I do this by mixing some linseed oil with "Bon Ami" powder, a common, gentle abrasive used for household cleaning, made from harmless calcium carbonate.  A small amount of powder is all that's required to perform the task. The powder is mixed thoroughly into a puddle of oil until the abrasive is reduced to tiny, invisible particles. I then use a brush, loaded with the powder/oil mixture, to carefully scour the surface of the painting in the area to be retouched. 

Although the oil mixture initially beads up, it will soon begin to cling to the surface quite evenly - a sign that the powder is abrading the paint surface.  If this is done gently, and without too much powder in the solution, the surface can be altered without any visible harm to the paint layer.  I've found that trying to perform this same function with a solvent like mineral spirits will invariably cause damage to the underlying paint layer (for instance, removing too much paint or otherwise changing its appearance), which can be difficult to hide even with a great deal of overpainting, especially if one intends to apply transparent glazes.  The Bon Ami powder is much more gentle than solvent, and has the added benefit of lacking noxious fumes.  After the surface has been adequately prepared, I use a paper towel to rub away as much of the excess oil as possible.  No residual trace of the powder can be detected, and the next application of paint will adhere to the preceding one perfectly.

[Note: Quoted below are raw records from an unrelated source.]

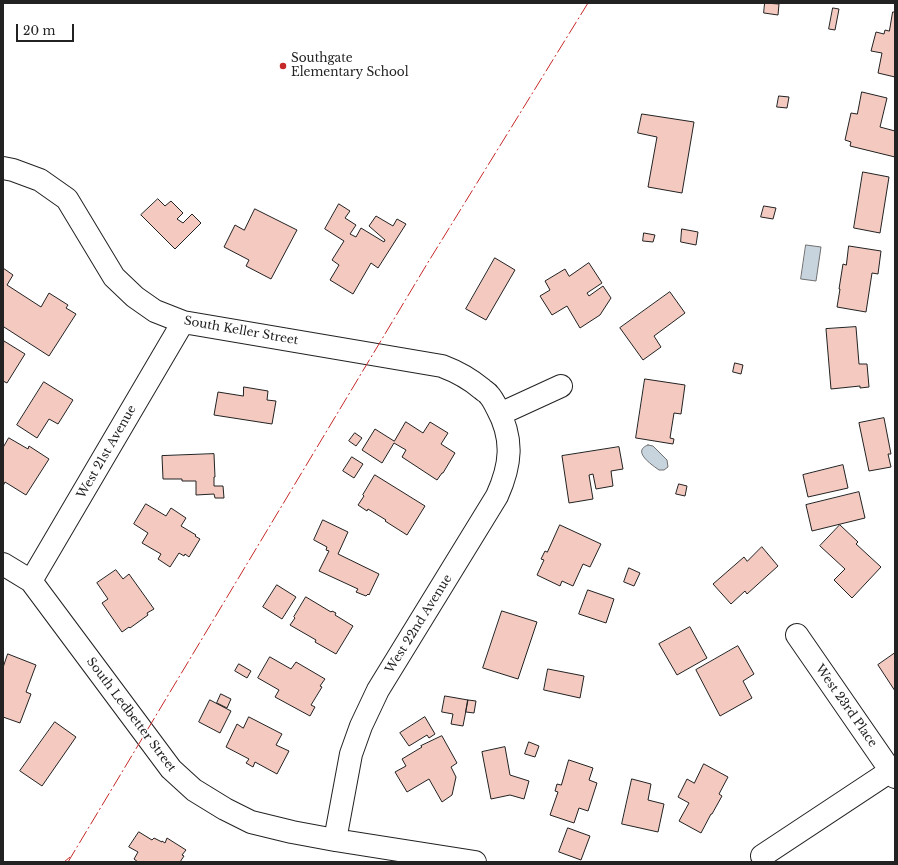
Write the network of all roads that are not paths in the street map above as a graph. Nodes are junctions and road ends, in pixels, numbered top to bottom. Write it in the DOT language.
graph roads {
  1 [pos="3,168"];
  2 [pos="183,322"];
  3 [pos="561,386"];
  4 [pos="500,414"];
  5 [pos="3,564"];
  6 [pos="31,581"];
  7 [pos="797,635"];
  8 [pos="894,772"];
  9 [pos="335,840"];
  10 [pos="762,856"];
  11 [pos="475,862"];
  1 -- 2 [label="street, South Keller Street"];
  2 -- 4 [label="street, South Keller Street"];
  2 -- 6 [label="street, West 21st Avenue"];
  3 -- 4 [label="street"];
  4 -- 9 [label="street, West 22nd Avenue"];
  5 -- 6 [label="street, South Ledbetter Street"];
  6 -- 9 [label="street, South Ledbetter Street"];
  7 -- 8 [label="street, West 23rd Place"];
  8 -- 10 [label="street"];
  9 -- 11 [label="street, South Ledbetter Street"];
}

Speaking of paper towels, I would be remiss if I failed to mention how important paper towels are in my studio. In particular, I make use of the blue Scott "shop towels" - they're readily available in stores, and they produce much less lint than ordinary paper towels. The last thing that I want to find in a wet painting is a bunch of lint - so these towels are a superior choice for cleaning brushes and palette knives while you work, and for applying oil or otherwise wiping the surface of the painting in some way.